Loring Brent’s Peter the Brazen adventures are well known, but no one has yet started a complete reprint of them. So maybe this is the start with the first storyline. Peter Moore is a ship’s radio operator who gets into various adventures in the Orient, going up against some big foes, here the Gray Dragon. I hope we will soon see the rest in this series.
Ralph Milne Farley is well known for his Burroughsesque “Radio Man” adventure series set on Venus. The Radio Gun-Runners is a sequel to another novel that is set in the hollow earth (think Burroughs‘ Pellucidar). I do hope they will reprint The Radio Flyers, which came first. In these novels, a pair of flyers enter the hollow earth, have adventures, find their wives, etc.
Sabotage by Cleve F. Adams is a hard-boiled detective story staring Rex McBride. Here, he is sent in undercover to stop the sabotaging of a new dam being built in a story serialized in Detective Fiction Weekly. I have no idea if this character appears in further stories.
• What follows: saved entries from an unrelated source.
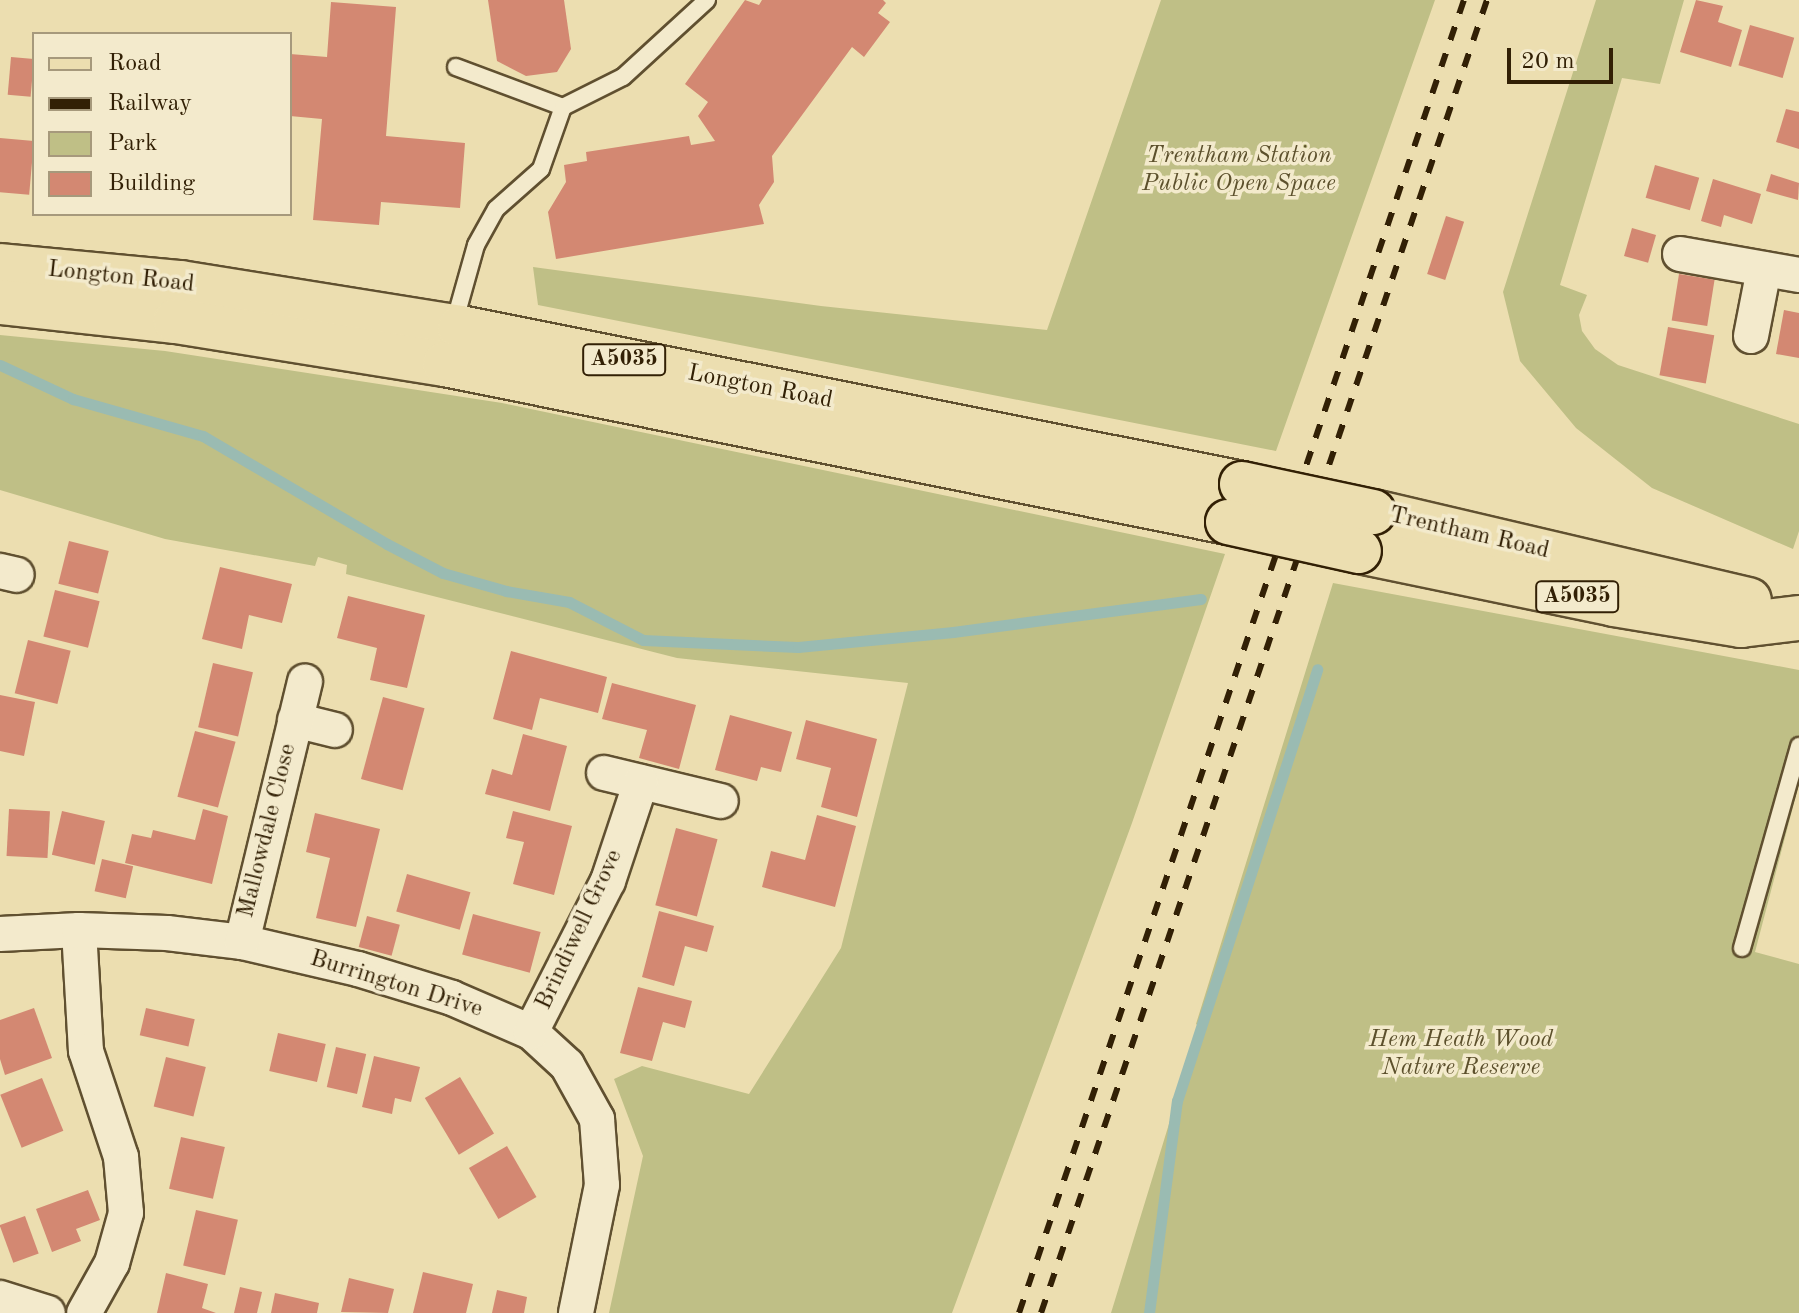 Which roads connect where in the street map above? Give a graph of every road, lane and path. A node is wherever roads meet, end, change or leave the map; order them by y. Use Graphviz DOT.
graph roads {
  1 [pos="707,0"];
  2 [pos="456,67"];
  3 [pos="563,107"];
  4 [pos="1680,254"];
  5 [pos="0,266"];
  6 [pos="1764,269"];
  7 [pos="1799,275"];
  8 [pos="0,302"];
  9 [pos="1751,336"];
  10 [pos="449,345"];
  11 [pos="1366,532"];
  12 [pos="1798,618"];
  13 [pos="305,682"];
  14 [pos="295,720"];
  15 [pos="335,730"];
  16 [pos="1799,746"];
  17 [pos="604,773"];
  18 [pos="641,782"];
  19 [pos="721,801"];
  20 [pos="79,930"];
  21 [pos="0,934"];
  22 [pos="242,942"];
  23 [pos="1742,948"];
  24 [pos="531,1032"];
  25 [pos="0,1298"];
  26 [pos="48,1313"];
  27 [pos="84,1313"];
  28 [pos="576,1313"];
  1 -- 3 [label="lane"];
  2 -- 3 [label="lane"];
  3 -- 10 [label="lane"];
  4 -- 6 [label="street"];
  5 -- 10 [label="main road, Longton Road / A5035"];
  6 -- 7 [label="street"];
  6 -- 9 [label="street"];
  8 -- 10 [label="main road, Longton Road / A5035"];
  10 -- 11 [label="main road, Longton Road / A5035, bridge"];
  11 -- 12 [label="main road, Trentham Road / A5035"];
  13 -- 14 [label="street, Mallowdale Close"];
  14 -- 15 [label="street, Mallowdale Close"];
  14 -- 22 [label="street, Mallowdale Close"];
  16 -- 23 [label="lane"];
  17 -- 18 [label="street"];
  18 -- 19 [label="street"];
  18 -- 24 [label="street, Brindiwell Grove"];
  20 -- 21 [label="street, Burrington Drive"];
  20 -- 22 [label="street, Burrington Drive"];
  20 -- 27 [label="street"];
  22 -- 24 [label="street, Burrington Drive"];
  24 -- 28 [label="street, Burrington Drive"];
  25 -- 26 [label="street"];
} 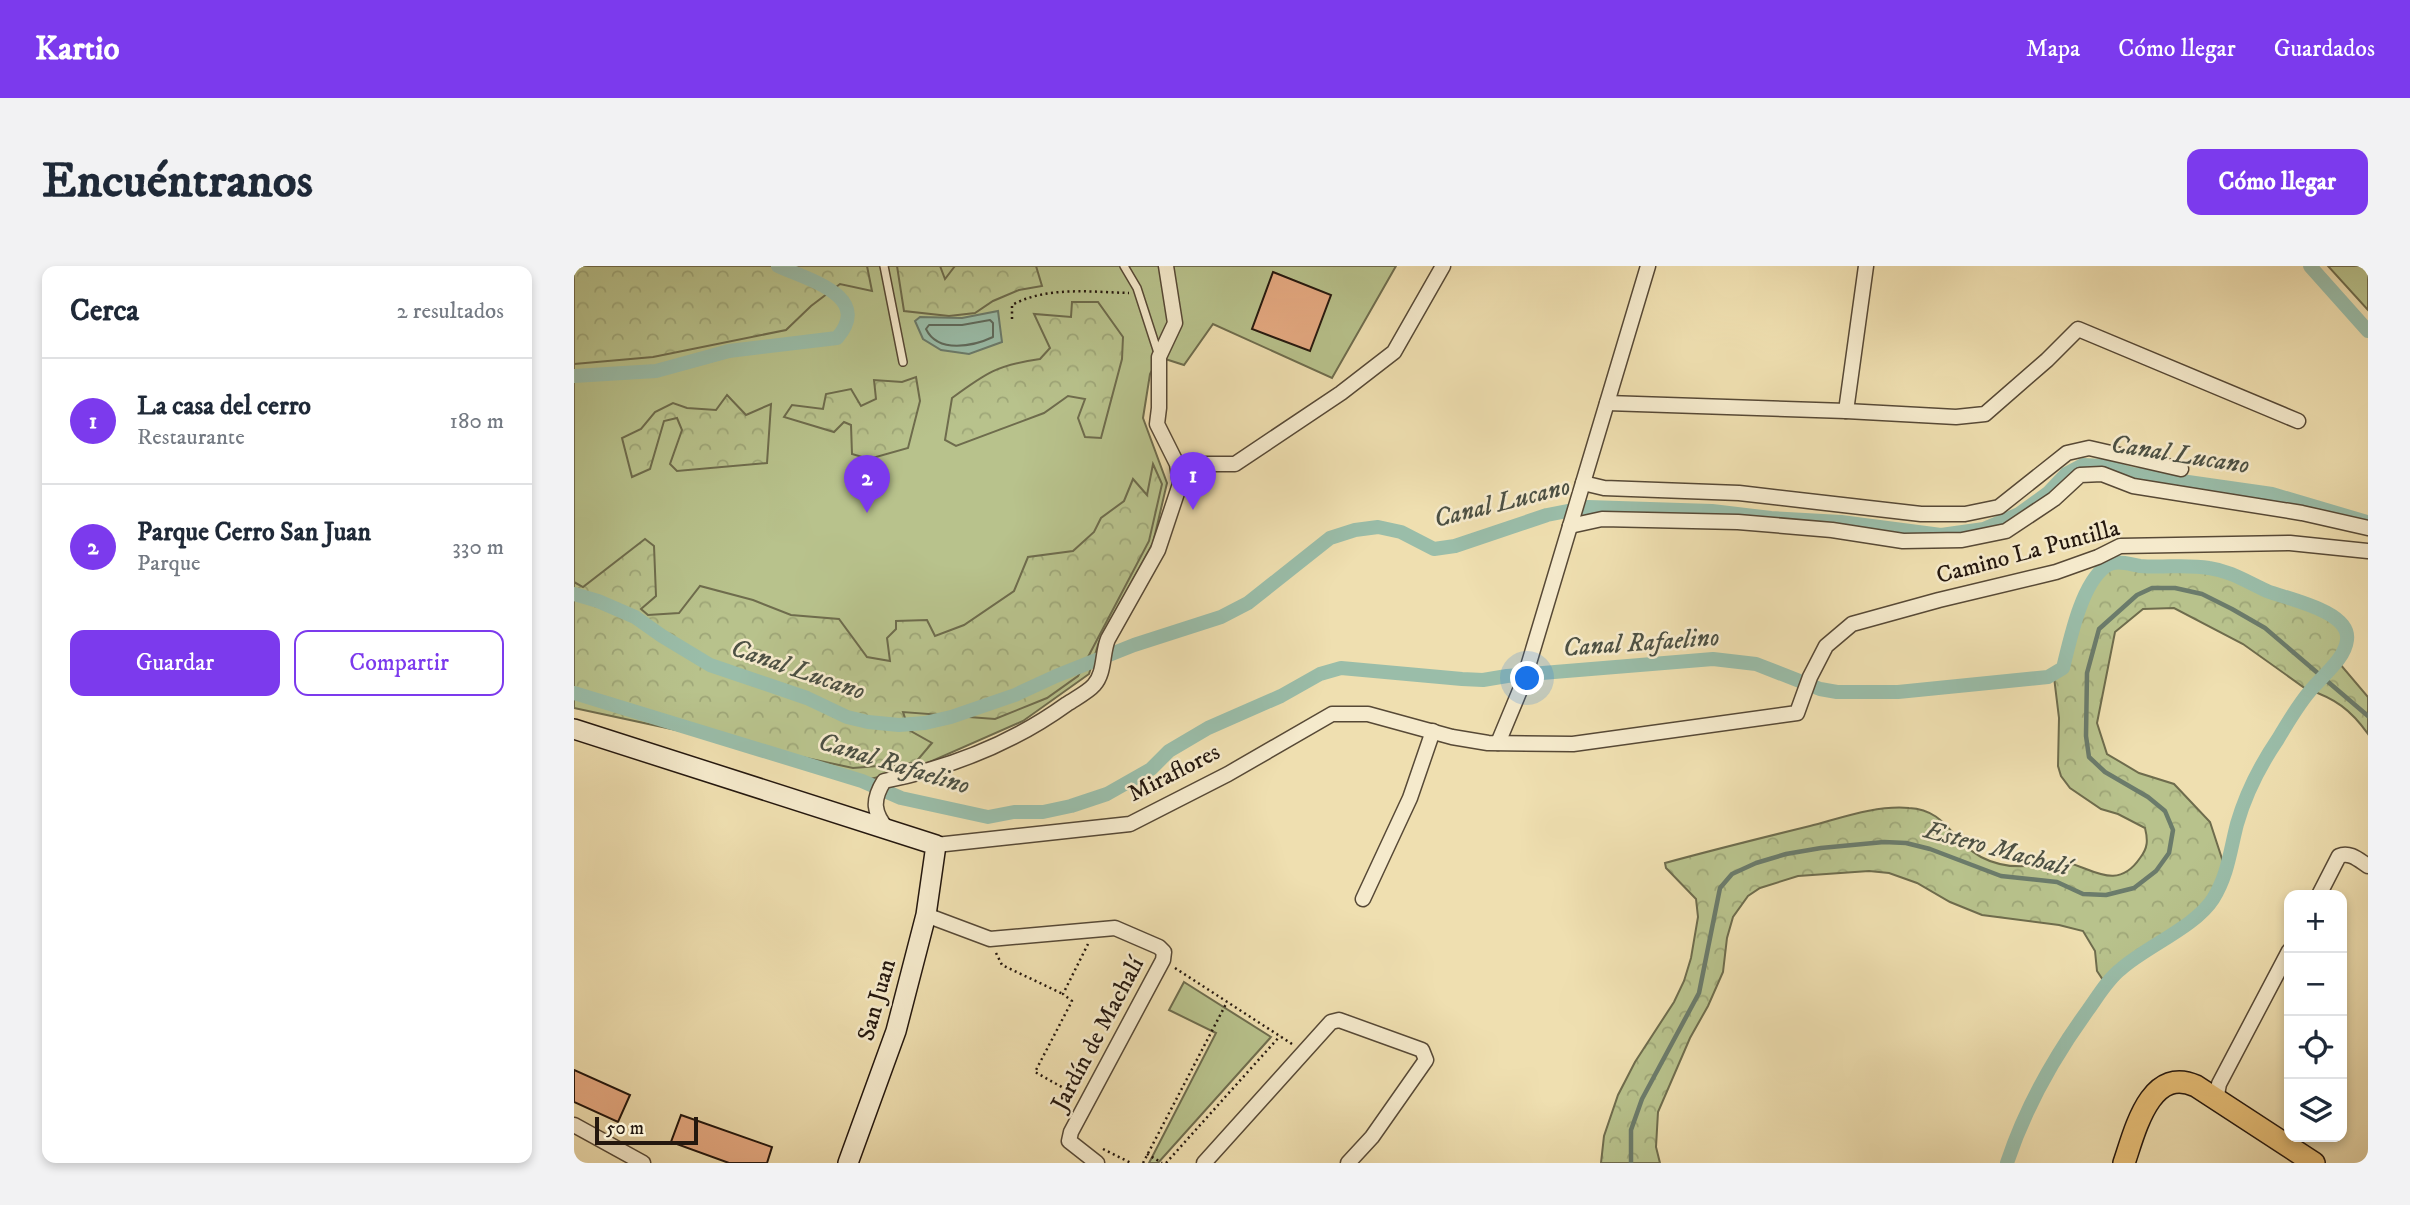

I’ve previously posted about occult detective Semi Dual when the first volume of his stories came out. Now the second volume comes out as part of the Argosy Library. This one reprints the next three novels from 1912–13. I look forward to this one, though have mixed feelings with it being part of this series, as now they will have different covers/spines.
Finally we get South of Fifty-Three by Jack Bechdolt. Bechdolt is probably best known for his post-apocalypse novel, The Torch, but this one is an adventure tale set in Alaska.
As in the first series, a mix of different styles of stories: adventure, detective, fantasy, and science-fiction. Some, like the Semi-Dual one, I want to get. A couple of others I may get. Others I’m not interested in. But certainly there should be works that will appeal to different pulp readers and fans. Check out this new series. I look forward to what will come next in these series.